There’s been a not-so secret war brewing over the last few years. A war between a loosely knit group of nations that have been the status quo in their space over the last 60 or so years, and a resurgent upstart that was once the former’s largest customer. I’m talking, of course, about the oil war between the Organization of Petroleum Exporting Countries (OPEC) and the US, and the wild ride they’ve taken oil markets on over the last few years.
OPEC members are widely expected to agree to cut output when they meet in Vienna on Nov. 30, marking the end of a two-year policy to keep the crude flowing, preserve market share and push the US shale oil producers out. It worked at the start, as supply surged, American oil rigs shut their taps, and prices dropped from well over $80 dollars a barrel to as low as $28 in the span of just 15 months. While great for pump prices at the local gas station, the drop saw many global oil companies go through rounds of excruciating layoffs, nations such as Venezuela and even Saudi Arabia struggle to keep national budgets afloat, and even overseas Filipino workers (OFWs) in the Middle East facing the distinct possibility of losing their jobs.
News late last month that OPEC and Russia not only agreed to freeze output, but to cut it as well, was welcome news for the beleaguered commodity space, and Brent crude firmed its position above $50 a barrel, a price level it flirted with since talks of an output freeze began in April. Although some analysts believe that oil could rise to $70 a barrel by next year, news of OPEC members such as Iraq, Venezuela, and Libya reporting higher than expected output levels and Iran’s move to ramp up production to pre-2006 sanction levels of 4 million barrels a day could dent the production cut’s effect on curving the oil slump.
On top of that, a funny thing happened as oil began to approach $50 on these production cut talks. See, as soon as oil got within a sniff of $50, US rigs started coming back online, as if stateside drillers woke up one morning, saw the trend, and began opening the taps. In fact, since June, when Brent crude began flirting with the $50 level, we saw a surge in active US rigs, nowhere near its October peak, but rising for 18 of the last 20 weeks.
The tricky thing about balance is that if too many rigs come online at the same time, and if production rises too fast in the US, we could see oil markets trapped in an endless loop of rising prices triggering increased output, which then lowers oil, and then sees producers in a mad scramble to close unprofitable oil wells and rigs, only to see prices rise to a point, restarting the cycle all over again. And it seems to really hinge around that $50-level, which could see the market trapped below $55.
Oil rigs in the US, though growing in number, are keeping a watchful eye on this, with oil production in the US rising minimally to just under 8.5 million barrels a day. Any sudden uptick in production, and the rally could come crashing down.

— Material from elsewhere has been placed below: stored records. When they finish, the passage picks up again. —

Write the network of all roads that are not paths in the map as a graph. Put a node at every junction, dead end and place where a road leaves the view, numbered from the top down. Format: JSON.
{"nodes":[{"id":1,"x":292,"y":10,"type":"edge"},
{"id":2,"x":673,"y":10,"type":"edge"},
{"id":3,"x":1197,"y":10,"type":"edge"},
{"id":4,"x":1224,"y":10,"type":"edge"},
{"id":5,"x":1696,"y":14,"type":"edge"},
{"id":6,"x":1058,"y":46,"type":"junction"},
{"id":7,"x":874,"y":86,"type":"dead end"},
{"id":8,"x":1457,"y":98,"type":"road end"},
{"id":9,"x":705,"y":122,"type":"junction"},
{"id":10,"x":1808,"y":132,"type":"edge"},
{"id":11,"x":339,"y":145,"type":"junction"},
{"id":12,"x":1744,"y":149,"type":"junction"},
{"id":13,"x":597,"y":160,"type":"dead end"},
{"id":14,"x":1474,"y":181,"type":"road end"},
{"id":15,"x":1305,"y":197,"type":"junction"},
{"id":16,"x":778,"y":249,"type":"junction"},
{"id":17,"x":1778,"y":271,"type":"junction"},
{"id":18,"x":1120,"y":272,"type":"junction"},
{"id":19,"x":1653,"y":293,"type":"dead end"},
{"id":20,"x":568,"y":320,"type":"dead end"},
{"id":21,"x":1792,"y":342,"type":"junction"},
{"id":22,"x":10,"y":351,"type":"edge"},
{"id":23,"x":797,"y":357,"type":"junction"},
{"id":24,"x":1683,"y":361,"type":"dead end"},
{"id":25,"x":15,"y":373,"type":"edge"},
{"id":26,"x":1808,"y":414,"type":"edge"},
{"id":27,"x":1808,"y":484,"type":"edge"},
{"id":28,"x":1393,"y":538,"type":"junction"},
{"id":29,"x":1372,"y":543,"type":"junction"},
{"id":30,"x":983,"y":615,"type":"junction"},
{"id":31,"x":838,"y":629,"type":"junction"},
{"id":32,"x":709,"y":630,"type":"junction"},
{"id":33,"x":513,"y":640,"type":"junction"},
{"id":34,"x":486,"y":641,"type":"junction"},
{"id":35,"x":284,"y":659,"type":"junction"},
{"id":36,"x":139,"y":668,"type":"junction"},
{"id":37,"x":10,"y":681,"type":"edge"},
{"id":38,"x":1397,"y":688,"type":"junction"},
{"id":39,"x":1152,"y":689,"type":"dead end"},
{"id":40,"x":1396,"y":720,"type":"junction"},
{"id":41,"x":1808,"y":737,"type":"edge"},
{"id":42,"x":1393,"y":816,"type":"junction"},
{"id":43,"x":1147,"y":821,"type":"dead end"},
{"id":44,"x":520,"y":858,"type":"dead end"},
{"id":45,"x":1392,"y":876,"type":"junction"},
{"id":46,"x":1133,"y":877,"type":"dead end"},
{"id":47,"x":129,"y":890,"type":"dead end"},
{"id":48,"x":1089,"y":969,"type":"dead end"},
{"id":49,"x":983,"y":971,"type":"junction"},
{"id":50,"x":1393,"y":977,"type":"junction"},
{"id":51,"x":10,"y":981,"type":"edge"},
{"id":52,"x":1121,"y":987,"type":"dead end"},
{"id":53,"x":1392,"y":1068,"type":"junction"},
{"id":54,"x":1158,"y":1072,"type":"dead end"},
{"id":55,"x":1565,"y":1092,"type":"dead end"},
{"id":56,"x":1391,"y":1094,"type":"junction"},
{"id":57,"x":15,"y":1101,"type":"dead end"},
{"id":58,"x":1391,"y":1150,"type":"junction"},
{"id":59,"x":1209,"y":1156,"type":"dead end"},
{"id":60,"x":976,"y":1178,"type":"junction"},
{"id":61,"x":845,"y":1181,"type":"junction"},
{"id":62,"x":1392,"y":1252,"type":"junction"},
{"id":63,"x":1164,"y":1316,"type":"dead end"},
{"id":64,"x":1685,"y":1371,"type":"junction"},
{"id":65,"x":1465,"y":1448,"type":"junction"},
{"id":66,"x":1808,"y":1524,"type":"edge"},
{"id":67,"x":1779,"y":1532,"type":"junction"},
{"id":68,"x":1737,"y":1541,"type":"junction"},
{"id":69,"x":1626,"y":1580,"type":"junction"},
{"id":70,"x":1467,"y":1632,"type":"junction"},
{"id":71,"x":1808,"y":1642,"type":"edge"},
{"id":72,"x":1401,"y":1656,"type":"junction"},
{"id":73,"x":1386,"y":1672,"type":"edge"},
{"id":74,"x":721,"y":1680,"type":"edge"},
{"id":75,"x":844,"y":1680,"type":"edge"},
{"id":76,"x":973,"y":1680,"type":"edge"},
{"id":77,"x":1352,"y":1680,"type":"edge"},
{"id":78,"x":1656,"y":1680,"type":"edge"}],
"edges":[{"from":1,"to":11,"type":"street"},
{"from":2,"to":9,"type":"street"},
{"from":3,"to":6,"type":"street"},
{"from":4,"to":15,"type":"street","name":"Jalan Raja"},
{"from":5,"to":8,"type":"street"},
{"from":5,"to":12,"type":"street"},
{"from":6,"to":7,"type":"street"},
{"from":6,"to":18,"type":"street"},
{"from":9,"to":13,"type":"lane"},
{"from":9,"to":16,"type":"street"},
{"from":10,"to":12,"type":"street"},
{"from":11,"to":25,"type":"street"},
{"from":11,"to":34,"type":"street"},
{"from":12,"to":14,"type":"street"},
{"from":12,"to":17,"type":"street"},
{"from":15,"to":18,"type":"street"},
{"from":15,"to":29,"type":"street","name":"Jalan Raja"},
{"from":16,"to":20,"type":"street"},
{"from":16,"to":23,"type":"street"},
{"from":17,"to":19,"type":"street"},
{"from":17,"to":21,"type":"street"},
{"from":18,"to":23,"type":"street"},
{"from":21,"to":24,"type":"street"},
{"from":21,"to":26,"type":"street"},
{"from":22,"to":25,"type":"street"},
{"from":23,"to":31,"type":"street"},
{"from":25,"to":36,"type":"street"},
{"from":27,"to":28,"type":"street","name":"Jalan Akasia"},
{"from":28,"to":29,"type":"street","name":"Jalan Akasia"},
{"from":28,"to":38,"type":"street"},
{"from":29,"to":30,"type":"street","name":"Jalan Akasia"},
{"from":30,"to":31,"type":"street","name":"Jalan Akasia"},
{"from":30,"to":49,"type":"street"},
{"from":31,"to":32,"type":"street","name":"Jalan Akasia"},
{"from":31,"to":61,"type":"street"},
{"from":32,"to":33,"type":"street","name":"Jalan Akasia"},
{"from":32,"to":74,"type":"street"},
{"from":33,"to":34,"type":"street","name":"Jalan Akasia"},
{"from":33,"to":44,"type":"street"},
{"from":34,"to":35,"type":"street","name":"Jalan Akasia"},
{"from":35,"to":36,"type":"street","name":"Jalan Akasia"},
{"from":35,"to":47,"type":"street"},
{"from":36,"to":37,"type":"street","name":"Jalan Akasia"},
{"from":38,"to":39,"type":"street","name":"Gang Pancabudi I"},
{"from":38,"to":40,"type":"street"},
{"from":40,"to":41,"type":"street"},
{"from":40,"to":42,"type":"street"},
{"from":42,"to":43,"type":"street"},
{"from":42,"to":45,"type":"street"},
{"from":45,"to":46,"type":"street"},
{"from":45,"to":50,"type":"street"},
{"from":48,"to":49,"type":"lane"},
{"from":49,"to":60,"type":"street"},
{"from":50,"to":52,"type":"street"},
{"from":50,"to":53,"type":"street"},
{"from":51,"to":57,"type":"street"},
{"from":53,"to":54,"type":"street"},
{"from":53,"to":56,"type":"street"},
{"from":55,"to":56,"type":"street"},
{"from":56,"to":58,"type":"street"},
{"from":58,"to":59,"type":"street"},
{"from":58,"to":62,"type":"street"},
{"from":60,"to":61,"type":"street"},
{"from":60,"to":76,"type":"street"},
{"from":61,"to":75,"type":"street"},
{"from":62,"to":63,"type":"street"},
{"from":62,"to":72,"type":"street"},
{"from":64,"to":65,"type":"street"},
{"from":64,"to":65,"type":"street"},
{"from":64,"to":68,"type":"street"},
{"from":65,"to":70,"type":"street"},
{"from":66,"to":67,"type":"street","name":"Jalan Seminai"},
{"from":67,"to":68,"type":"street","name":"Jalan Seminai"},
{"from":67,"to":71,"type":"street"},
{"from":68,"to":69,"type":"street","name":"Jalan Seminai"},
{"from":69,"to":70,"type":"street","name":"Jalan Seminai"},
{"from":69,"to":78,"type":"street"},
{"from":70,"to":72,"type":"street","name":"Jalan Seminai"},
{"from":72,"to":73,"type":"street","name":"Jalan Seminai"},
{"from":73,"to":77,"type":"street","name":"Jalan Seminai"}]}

You might think, as a consumer, that it shouldn’t really matter to an oil-importing nation like the Philippines, as lower pump prices should mean more residual income for your average Filipino to pour into the economy. But, consider this.
More than 8,000 OFWs have lost their jobs in Saudi Arabia this year, as per the DFA’s estimates, with some reported stranded and living off scraps and leftovers in supermarkets across the gulf nation. Companies in the Middle East from Doha to Dammam have been feeling the pinch from lower oil prices, and many of the first to go are migrant Filipino workers. If the oil market continues to have a hard time making up its mind, we could see more retrenchments affecting almost 1 million Filipino workers in the Middle East. It’s no wonder, then, that the World Bank foreshadows that remittances in 2016 may grow at its slowest pace in 10 years, affecting one of the main legs on which the economy stands on.
The volatile nature of the oil markets and its inability to make up its mind may seem worlds away, making itself only felt in how much we’re paying for gas this week. But the implications of a low oil environment, and its uncertain trajectory long term, may reach farther than we might dare to imagine.
JP Ong is an anchor and associate producer at Bloomberg TV Philippines.